[TASK STATEMENT] Only lines containing the string "dead" belong in the answer; find them in the records and copy them.

[INPUT]
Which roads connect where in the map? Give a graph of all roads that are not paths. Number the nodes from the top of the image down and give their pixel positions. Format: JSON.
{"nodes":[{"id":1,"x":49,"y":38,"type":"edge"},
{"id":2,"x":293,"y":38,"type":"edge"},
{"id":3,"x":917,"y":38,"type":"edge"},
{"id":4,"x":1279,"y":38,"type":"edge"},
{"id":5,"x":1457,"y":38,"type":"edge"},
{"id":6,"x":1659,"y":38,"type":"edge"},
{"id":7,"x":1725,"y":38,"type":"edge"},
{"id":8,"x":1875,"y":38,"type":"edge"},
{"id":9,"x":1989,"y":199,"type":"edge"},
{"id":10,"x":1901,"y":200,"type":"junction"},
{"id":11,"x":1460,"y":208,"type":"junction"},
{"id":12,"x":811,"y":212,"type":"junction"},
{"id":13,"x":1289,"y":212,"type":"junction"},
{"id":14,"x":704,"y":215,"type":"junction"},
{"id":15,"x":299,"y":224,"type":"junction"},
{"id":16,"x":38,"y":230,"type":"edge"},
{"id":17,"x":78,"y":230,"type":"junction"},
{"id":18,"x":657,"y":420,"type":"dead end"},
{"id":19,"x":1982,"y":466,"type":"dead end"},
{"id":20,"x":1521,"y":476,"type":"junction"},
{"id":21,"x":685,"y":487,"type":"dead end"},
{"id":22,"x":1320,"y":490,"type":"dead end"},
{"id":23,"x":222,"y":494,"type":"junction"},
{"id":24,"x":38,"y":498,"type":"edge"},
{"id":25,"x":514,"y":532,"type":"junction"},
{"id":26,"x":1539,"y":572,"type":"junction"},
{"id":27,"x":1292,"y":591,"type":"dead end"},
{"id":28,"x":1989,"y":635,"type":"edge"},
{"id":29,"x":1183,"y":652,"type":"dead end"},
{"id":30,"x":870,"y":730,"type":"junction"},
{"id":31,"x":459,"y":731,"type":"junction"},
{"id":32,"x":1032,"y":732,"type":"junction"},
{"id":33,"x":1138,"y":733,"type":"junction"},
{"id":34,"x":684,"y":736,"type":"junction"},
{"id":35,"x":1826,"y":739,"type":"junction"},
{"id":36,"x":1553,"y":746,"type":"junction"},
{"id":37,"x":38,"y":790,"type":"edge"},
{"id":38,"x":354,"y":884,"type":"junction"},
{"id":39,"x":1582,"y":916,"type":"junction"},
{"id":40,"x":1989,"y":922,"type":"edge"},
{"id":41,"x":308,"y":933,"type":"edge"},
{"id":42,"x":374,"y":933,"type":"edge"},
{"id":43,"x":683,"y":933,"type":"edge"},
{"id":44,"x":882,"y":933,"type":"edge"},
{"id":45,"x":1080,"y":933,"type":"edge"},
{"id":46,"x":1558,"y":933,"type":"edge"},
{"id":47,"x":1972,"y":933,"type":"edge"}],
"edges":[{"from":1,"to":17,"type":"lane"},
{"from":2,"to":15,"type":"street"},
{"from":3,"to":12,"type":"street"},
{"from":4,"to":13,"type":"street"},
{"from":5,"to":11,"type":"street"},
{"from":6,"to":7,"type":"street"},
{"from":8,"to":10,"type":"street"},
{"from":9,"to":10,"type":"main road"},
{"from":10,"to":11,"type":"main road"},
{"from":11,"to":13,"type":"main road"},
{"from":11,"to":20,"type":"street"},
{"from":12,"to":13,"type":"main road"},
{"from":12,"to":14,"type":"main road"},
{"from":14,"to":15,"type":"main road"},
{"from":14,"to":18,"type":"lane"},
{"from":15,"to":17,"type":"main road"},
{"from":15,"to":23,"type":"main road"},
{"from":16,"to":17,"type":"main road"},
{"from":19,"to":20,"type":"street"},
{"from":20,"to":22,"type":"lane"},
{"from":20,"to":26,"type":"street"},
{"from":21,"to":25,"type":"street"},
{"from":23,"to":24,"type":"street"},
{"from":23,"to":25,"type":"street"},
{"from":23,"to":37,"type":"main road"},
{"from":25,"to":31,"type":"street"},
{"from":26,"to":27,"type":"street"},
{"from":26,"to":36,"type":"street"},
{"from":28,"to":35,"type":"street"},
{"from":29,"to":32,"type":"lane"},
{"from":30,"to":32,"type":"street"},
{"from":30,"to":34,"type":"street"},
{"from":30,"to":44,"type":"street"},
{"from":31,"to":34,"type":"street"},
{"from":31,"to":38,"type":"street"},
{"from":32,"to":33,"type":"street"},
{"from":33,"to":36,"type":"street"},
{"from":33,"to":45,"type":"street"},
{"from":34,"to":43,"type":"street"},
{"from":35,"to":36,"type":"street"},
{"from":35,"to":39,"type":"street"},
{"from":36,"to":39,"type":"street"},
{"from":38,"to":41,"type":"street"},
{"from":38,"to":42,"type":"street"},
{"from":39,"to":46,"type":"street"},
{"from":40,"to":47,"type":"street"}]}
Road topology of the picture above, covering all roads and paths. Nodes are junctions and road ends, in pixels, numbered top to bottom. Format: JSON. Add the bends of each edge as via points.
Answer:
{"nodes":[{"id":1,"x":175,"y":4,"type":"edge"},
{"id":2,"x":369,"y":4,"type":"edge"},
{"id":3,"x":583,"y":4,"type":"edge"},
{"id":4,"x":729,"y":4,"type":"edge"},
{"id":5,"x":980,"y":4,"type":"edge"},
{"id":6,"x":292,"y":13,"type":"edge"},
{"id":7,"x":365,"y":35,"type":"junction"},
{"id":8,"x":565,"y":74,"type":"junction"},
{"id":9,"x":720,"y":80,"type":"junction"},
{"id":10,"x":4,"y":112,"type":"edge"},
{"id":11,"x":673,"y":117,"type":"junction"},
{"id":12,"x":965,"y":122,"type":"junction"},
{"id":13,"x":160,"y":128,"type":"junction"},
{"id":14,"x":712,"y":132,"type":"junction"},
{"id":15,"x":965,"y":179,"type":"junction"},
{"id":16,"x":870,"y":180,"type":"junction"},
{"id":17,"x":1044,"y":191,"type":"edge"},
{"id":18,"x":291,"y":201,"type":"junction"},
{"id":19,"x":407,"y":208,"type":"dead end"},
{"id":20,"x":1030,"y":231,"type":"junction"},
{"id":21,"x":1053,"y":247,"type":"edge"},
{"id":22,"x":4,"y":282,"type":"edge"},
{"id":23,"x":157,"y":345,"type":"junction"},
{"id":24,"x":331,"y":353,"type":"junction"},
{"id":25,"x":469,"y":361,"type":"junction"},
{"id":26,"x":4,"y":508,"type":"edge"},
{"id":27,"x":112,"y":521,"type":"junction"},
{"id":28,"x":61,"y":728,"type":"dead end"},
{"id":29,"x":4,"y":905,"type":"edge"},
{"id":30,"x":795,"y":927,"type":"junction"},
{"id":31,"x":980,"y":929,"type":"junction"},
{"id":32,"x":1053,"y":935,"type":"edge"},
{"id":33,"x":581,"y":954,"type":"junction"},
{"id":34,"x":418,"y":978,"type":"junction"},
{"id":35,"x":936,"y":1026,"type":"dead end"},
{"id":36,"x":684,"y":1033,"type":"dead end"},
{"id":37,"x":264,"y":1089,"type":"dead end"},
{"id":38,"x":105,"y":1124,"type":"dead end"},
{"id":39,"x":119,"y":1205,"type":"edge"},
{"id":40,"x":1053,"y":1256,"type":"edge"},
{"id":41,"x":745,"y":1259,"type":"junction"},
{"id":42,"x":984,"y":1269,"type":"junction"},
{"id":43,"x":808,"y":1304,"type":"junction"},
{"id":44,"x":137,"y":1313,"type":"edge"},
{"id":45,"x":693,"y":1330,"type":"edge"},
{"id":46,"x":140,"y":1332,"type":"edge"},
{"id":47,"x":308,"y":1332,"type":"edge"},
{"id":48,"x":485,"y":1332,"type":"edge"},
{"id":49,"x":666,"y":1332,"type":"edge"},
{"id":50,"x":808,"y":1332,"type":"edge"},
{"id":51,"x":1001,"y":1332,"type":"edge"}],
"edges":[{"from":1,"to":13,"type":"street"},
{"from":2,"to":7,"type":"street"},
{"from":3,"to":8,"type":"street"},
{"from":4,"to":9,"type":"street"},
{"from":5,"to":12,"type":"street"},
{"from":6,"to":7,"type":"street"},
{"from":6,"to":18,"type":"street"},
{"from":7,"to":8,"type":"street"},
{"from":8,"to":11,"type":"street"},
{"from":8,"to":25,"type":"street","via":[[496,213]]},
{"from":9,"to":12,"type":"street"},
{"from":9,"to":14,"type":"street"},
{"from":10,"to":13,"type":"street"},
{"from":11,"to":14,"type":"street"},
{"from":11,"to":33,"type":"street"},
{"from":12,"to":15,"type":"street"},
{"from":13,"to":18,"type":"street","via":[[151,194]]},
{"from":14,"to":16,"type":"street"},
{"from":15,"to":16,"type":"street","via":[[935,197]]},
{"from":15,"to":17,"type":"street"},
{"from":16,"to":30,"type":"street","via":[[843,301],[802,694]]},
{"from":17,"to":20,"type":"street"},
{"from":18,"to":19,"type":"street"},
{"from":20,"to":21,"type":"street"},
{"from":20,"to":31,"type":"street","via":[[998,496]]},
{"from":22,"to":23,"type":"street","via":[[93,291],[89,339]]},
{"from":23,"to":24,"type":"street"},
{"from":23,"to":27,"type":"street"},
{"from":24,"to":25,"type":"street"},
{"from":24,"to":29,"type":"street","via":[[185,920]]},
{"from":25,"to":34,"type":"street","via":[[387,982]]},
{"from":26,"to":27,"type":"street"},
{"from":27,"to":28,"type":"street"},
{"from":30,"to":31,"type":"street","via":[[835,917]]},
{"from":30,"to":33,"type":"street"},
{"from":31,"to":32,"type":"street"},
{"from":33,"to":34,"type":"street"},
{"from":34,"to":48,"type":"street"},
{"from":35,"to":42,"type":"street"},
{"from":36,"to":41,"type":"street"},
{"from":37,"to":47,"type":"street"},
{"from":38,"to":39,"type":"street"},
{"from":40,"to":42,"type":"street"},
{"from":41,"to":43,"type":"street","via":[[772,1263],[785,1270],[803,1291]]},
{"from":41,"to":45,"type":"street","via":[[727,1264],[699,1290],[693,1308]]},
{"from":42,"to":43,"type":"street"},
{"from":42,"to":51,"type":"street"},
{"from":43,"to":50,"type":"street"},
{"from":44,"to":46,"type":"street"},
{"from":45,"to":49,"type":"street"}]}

[RESULT OF THE EXERCISE]
{"id":18,"x":657,"y":420,"type":"dead end"},
{"id":19,"x":1982,"y":466,"type":"dead end"},
{"id":21,"x":685,"y":487,"type":"dead end"},
{"id":22,"x":1320,"y":490,"type":"dead end"},
{"id":27,"x":1292,"y":591,"type":"dead end"},
{"id":29,"x":1183,"y":652,"type":"dead end"},
{"id":19,"x":407,"y":208,"type":"dead end"},
{"id":28,"x":61,"y":728,"type":"dead end"},
{"id":35,"x":936,"y":1026,"type":"dead end"},
{"id":36,"x":684,"y":1033,"type":"dead end"},
{"id":37,"x":264,"y":1089,"type":"dead end"},
{"id":38,"x":105,"y":1124,"type":"dead end"},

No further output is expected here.